### [WHAT YOU ARE ASKED TO DO]
Look through the listing below for the string "Graphviz". Say how many lines hold it, and nothing else.

▬▬▬▬▬▬▬▬▬▬

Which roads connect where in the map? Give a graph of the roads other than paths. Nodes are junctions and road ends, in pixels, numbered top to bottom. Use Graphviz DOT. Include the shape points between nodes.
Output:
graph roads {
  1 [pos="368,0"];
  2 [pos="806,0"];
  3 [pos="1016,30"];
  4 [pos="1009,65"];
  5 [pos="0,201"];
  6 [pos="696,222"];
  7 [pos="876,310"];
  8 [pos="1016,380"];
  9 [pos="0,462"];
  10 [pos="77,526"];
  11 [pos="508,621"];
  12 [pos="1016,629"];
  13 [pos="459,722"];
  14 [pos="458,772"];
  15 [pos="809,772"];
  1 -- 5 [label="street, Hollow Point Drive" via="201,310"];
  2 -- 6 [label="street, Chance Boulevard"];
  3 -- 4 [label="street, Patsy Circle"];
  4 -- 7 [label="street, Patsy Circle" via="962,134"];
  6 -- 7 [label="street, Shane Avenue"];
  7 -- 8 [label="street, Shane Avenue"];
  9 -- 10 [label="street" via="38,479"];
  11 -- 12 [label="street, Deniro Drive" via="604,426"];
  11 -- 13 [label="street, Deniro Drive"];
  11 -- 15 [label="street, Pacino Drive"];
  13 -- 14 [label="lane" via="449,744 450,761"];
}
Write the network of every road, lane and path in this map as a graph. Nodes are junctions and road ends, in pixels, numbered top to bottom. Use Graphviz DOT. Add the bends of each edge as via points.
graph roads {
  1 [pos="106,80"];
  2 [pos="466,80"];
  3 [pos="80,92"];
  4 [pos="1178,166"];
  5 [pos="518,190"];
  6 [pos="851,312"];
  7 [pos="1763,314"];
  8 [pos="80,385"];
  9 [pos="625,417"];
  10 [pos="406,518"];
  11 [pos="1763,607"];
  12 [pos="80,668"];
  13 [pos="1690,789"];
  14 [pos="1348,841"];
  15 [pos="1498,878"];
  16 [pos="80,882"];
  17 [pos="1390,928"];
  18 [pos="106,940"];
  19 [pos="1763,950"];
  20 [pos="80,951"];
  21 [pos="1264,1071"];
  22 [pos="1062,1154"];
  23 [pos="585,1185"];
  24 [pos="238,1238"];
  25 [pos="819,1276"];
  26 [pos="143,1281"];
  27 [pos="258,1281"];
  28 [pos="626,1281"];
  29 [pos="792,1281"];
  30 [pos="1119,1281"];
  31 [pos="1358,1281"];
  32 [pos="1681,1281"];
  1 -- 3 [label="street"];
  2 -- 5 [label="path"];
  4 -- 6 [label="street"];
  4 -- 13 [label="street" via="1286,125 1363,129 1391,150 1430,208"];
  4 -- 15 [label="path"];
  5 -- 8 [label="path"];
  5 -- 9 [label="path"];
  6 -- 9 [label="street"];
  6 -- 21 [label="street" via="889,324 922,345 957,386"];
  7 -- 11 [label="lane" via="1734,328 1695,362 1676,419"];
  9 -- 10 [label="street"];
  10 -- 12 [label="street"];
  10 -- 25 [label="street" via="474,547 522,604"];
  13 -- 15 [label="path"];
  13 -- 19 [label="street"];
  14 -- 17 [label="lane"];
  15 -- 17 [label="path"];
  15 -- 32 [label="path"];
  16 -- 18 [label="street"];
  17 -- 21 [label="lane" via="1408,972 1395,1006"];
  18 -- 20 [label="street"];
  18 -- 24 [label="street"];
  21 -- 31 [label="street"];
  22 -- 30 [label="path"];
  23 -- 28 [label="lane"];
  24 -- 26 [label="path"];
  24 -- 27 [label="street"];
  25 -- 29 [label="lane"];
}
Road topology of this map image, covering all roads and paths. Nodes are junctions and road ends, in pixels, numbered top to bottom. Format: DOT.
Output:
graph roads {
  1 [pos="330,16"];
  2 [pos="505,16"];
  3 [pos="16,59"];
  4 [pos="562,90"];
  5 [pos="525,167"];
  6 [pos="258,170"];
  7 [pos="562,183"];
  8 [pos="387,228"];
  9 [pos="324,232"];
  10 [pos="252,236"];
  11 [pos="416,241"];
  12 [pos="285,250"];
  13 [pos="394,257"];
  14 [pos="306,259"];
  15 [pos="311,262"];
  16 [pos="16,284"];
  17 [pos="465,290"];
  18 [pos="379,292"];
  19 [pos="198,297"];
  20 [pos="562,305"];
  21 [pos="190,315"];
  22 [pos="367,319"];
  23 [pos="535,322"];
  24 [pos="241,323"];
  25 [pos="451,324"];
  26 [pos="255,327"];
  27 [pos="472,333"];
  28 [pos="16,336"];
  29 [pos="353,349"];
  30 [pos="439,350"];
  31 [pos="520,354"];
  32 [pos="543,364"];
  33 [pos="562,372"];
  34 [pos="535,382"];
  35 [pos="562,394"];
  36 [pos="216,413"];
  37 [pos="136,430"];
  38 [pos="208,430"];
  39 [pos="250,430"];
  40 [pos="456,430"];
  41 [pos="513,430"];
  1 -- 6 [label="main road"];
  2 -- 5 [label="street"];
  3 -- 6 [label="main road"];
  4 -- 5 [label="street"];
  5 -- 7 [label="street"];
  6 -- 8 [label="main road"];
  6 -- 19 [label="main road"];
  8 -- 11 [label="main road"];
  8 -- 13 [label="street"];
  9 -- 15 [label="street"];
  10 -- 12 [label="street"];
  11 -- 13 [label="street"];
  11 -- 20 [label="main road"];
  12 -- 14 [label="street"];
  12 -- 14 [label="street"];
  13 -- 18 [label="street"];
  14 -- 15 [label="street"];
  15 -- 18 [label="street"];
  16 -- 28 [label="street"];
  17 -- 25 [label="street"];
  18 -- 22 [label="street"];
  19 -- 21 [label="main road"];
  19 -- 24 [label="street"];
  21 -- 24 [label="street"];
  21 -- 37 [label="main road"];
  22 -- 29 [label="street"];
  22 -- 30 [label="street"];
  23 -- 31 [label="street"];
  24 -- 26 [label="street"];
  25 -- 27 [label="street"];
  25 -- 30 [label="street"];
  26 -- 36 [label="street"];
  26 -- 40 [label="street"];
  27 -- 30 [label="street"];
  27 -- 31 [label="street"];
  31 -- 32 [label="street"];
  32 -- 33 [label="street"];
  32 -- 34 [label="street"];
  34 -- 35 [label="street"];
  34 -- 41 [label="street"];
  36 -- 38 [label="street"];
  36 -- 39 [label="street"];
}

▬▬▬▬▬▬▬▬▬▬

### [RESPONSE TO THE EXERCISE]
2